While magical realism dominates the style of the novel, nonetheless the narrative is firmly grounded within a deep exploration of Jha’s modern-day India: a country struggling between extremes. Many of it’s people are still stuck in terrible slum-dwelling poverty, while others are embracing a life of high-rise apartments and disposable income.

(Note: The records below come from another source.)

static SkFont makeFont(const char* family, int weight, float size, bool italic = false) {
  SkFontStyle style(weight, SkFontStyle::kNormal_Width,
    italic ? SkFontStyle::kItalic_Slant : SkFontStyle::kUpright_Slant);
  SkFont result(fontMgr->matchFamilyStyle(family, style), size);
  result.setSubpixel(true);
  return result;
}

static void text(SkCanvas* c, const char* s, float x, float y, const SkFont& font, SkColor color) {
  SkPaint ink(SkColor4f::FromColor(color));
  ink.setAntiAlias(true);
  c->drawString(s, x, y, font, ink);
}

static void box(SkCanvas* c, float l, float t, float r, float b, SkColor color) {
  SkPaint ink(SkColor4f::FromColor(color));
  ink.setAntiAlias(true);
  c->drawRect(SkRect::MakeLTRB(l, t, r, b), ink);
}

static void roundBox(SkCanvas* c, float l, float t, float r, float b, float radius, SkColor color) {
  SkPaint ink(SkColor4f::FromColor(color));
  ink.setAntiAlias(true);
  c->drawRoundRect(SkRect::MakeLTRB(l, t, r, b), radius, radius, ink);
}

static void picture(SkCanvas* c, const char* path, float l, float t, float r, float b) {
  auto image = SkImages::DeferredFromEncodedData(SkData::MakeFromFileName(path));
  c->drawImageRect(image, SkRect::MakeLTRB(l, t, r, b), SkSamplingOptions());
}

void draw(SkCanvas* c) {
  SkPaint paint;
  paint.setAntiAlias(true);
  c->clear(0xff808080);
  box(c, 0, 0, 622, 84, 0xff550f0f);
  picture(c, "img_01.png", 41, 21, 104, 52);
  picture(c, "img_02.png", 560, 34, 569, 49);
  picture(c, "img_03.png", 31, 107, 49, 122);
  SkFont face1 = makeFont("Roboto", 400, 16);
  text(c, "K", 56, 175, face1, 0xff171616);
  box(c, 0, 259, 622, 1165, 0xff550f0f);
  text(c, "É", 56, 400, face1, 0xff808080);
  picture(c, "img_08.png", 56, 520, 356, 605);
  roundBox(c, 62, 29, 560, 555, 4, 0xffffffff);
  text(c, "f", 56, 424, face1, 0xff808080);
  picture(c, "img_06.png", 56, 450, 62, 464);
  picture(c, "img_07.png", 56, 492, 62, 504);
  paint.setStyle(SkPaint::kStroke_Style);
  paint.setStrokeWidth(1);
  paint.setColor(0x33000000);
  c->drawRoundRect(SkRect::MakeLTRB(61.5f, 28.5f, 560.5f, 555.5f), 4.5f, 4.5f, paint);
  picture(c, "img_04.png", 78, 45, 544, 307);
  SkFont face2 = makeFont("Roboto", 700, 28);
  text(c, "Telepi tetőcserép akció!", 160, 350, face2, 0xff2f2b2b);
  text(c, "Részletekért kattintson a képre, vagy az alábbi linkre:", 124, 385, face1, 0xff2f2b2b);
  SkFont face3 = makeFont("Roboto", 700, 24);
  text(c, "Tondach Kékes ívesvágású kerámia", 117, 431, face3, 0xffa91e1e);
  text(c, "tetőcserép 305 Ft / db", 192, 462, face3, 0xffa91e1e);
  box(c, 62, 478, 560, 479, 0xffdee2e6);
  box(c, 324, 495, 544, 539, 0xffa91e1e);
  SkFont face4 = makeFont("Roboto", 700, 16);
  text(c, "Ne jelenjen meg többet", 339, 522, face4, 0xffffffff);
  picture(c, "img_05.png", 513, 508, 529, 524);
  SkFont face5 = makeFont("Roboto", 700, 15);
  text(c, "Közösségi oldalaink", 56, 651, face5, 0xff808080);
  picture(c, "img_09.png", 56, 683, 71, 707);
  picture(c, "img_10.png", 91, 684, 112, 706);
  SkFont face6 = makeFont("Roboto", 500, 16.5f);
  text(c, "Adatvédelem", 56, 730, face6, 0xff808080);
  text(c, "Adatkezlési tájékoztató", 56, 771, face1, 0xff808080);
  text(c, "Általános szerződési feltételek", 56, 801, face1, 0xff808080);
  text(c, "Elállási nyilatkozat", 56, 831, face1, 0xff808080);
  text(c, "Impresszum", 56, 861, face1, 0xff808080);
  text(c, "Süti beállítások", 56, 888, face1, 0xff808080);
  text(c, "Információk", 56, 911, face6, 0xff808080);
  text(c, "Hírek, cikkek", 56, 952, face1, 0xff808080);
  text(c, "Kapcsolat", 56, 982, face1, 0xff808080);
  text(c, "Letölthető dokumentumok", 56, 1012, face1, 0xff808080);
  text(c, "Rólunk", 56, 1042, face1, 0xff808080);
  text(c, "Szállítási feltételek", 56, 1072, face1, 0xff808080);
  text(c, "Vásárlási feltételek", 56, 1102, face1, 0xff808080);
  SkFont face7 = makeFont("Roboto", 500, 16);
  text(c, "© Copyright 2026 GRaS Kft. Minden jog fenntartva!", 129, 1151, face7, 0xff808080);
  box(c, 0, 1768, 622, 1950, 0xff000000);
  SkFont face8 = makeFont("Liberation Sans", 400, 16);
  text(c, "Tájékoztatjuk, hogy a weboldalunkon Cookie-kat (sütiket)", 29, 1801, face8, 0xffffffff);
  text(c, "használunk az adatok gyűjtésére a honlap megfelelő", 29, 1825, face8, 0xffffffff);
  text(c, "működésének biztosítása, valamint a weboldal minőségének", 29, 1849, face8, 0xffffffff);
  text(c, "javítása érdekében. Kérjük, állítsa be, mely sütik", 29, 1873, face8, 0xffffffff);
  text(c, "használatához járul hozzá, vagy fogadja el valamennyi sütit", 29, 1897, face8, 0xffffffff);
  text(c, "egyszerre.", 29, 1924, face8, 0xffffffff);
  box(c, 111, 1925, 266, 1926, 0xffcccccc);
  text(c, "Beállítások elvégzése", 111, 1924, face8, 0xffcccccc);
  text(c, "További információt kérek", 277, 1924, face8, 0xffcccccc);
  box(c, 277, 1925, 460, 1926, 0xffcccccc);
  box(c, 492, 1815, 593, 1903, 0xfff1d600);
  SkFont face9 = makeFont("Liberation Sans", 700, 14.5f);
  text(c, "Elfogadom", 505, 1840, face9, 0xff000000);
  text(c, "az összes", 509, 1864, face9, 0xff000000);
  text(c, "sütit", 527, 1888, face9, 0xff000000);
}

Although many of the minor characters are named, the three narrators are mainly referred to simply as ‘Man’, ‘Woman’ and ‘Child’. Although their experiences brush against each other at times, each tells a very different story. ‘Man’ is both a disturbed and disturbing soul, recovering from a trauma that remains largely unspoken. We meet him riding the trains and dreaming of murder. Later in the novel, he invites a homeless girl and her mother home with him, encourages them to bathe and sleep and then takes them back to where he found them. The girl becomes a strange kind of spirit guide to him, but also represents his capacity and potential for violence – as he continually wonders if he did them a mischief. ‘Woman’ is a lonely mother seeking a connection with a child she has not been in contact with for many years. She ran away after her father’s death, haunted by his ghost, while her mother moved on. ‘Child’ is an orphan who eventually leaves his facility and takes refuge in the mall – another nod to the consumerism that some wealthy Indians are enslaved by. Child’s story is often told by the voices of others – including a dog who assumes a level of guardianship at one point.
A touching novel that will resonate with thoughtful readers. I love magical realism – and this novel just might help you love it too.